Alle waren sie da: Franz Schubert, Franz Grillparzer, später dann Kaiser Wilhelm I., Kanzler Fürst Otto von Bismarck, Kaiser Franz Joseph und Kaiserin Elisabeth. Und an den Glanz vergangener Zeiten erinnert noch das historische Ensemble am Straubingerplatz, „eines der bemerkenswertesten Zeugnisse des mondänen Kurtourismus“, so Eva Hody vom Bundesdenkmalamt.
Und weil mehr als 60 neu adaptierte Hotelzimmer im alten Gemäuer für die Münchner Hirmer-Gruppe nicht profitabel genug sind, errichten die Wiener BWM-Architekten just neben dem Wasserfall der Gasteiner Ache nur drei Meter hinter dem Badeschloss noch einen mit 50 Metern, vom Straubinger Platz gemessen, mehr als doppelt so hohen Hotelturm, mit 13 Stockwerken und 88 Zimmern. Den Denkmalschutz führt’s glatt ad absurdum, aber die Landes- und Gemeindepolitiker sind stolz drauf, während Kritiker anmerken: Am Straubinger Platz werde zu dicht gebaut, während an anderer Stelle zwei der letzten alten Häuser abgerissen wurden.
Aber schon seinerzeit sei man alles andere als zimperlich mit dem architektonischen Erbe umgegangen, weiß Judith Eiblmayr. Die Architektin beschreibt in einem neuen Bildband, illustriert mit subtil-kritischen, aber nie reißerischen Fotos von Philipp Balga, die baugeschichtliche Entwicklung der „Stadt in den Alpen“ .
Sie spannt dabei den Bogen von der frühen Bebauung im Dorf Wildbad Gastein über die ersten Villen des Klassizismus und die Hotels des Historismus bis zu den Höhen und Tiefen des Baugeschehens im 20. Jahrhundert, etwa zu den in den Fels gesprengten und mittlerweile unter Denkmalschutz stehenden modernistischen Betonbauten von Gerhard Garstenauer (1925-2016).
Sein auf langen Betonstelzen über den Steilhang gestelltes 1974 eröffnetes Kongresszentrum mit den Panoramakuppeln mitten im historischen Ortszentrum steht seit Jahren leer und ist dem Verfall preisgegeben.
Es entsprang wie das lange als „Betonkiste“ verhöhnte Felsenbad großstädtischem Denken an einem Ort, der schon zu k. u. k Zeiten alles andere als ein Alpendorf war.

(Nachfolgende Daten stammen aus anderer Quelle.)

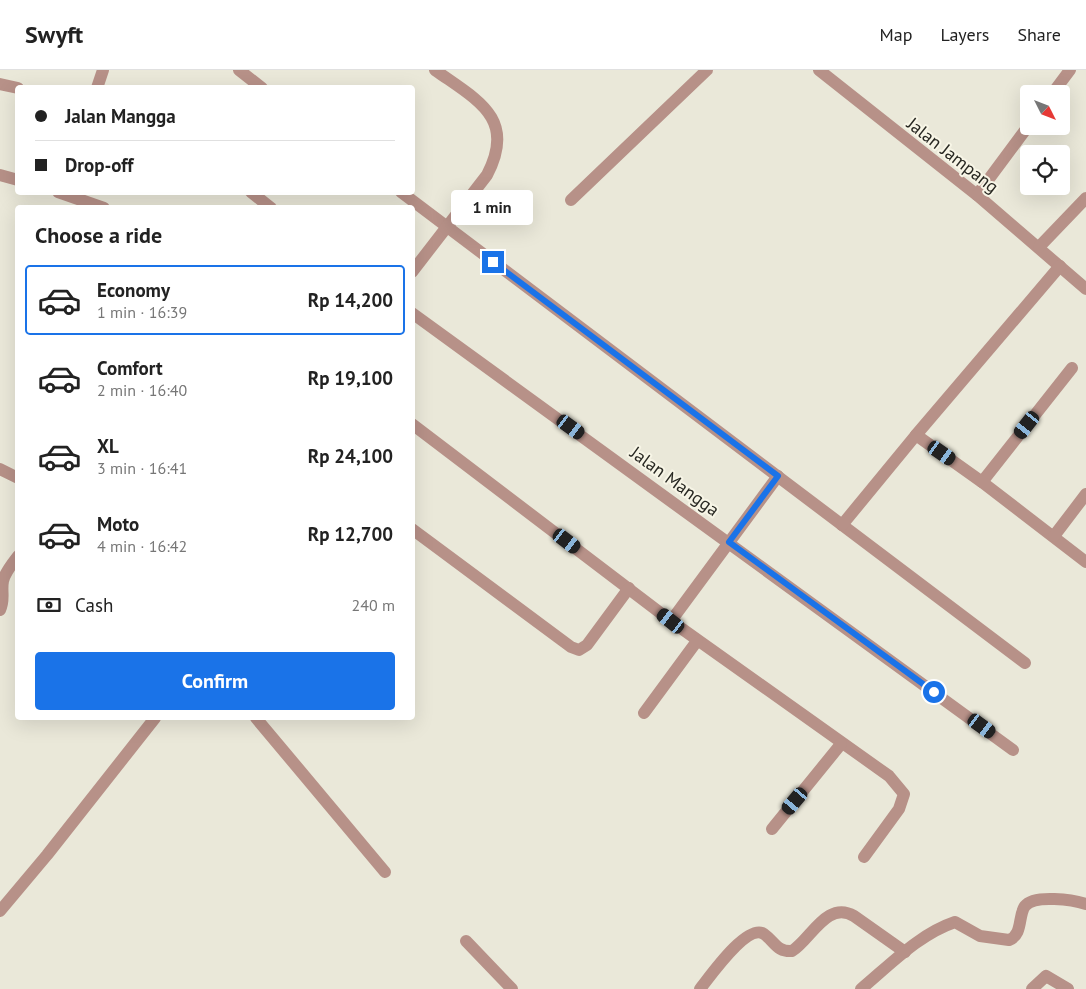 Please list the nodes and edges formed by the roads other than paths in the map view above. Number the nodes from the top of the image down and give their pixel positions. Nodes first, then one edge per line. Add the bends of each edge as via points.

„Schon in der Gründerzeit ist man besonders rücksichtslos mit der klassizistischen Architektur umgegangen, von der heute nicht mehr viel übrig ist“, so Eiblmayr im KURIER-Gespräch. „Wie sie da im 19. Jahrhundert hineingefahren sind, war brutal. Der Wasserfall wurde zugekastelt und war kaum mehr zu sehen.“
Am schönsten sei der Ort wohl um 1840 gewesen, bis dahin natürlich gewachsen. Als sich bereits der preußische Architekt Karl Friedrich Schinkel beklagte: „Es erregt Ekel, wenn man sieht, wie die ungeschliffenen Gestalten hoher Spitzdächer und Mansarden über glatten Kasernenfassaden sich an der romanti-schen Situation neben den edlen, naiven antiken Alpenhütten brüsten in ihrer Gemeinheit und den ganzen Eindruck eines Ortes wie Wildbad-Gastein nach und nach zu vernichten drohen, zum Teil schon vernichtet haben.“
Zu dieser Zeit begann der Staat, Grundstücke zu verkaufen. Und das Geld führte innerhalb weniger Jahrzehnte zu krassen Veränderungen. Eiblmayr: „Zu viele zu groß dimensionierte Häuser wurden später zur Bürde.“
Geld, viel Geld, war stets im Hintergrund. Zuerst durch die Goldgewinnung, dann durch die Kirche als Macht und Eigentümer des Gasteinertales. Hier war der Reichtum von Salzburg und seiner Kirchenfürsten begründet.
Im Ambiente der Naturkulisse ging es auch immer darum, das Wilde zu zähmen. „Und in die tolle Landschaft schrammte die Geldarchitektur, die das Spektakuläre vereinnahmte“, so Eiblmayr. “
Was also macht den Reiz des Ortes aus? Eiblmayr: „Der Mix aus fremd implantierten Stilen mit einer viel zu großen Kirche für diesen frappierend kleinen Ort. Wo so getan wird, als wäre alles urban, obwohl man in wenigen Minu-ten durchspaziert ist. Bad Gastein ist wesentlich kleiner und ländlicher, als man denkt. Eigentlich eine Schlucht, die halt zugebaut wurde. Das erzeugt Spannung.“
Und das Schlagwort vom „Manhattan in den Bergen“?
Ein Euphemismus, der ohnedies nur Ende des 19. Jahrhunderts gestimmt hat.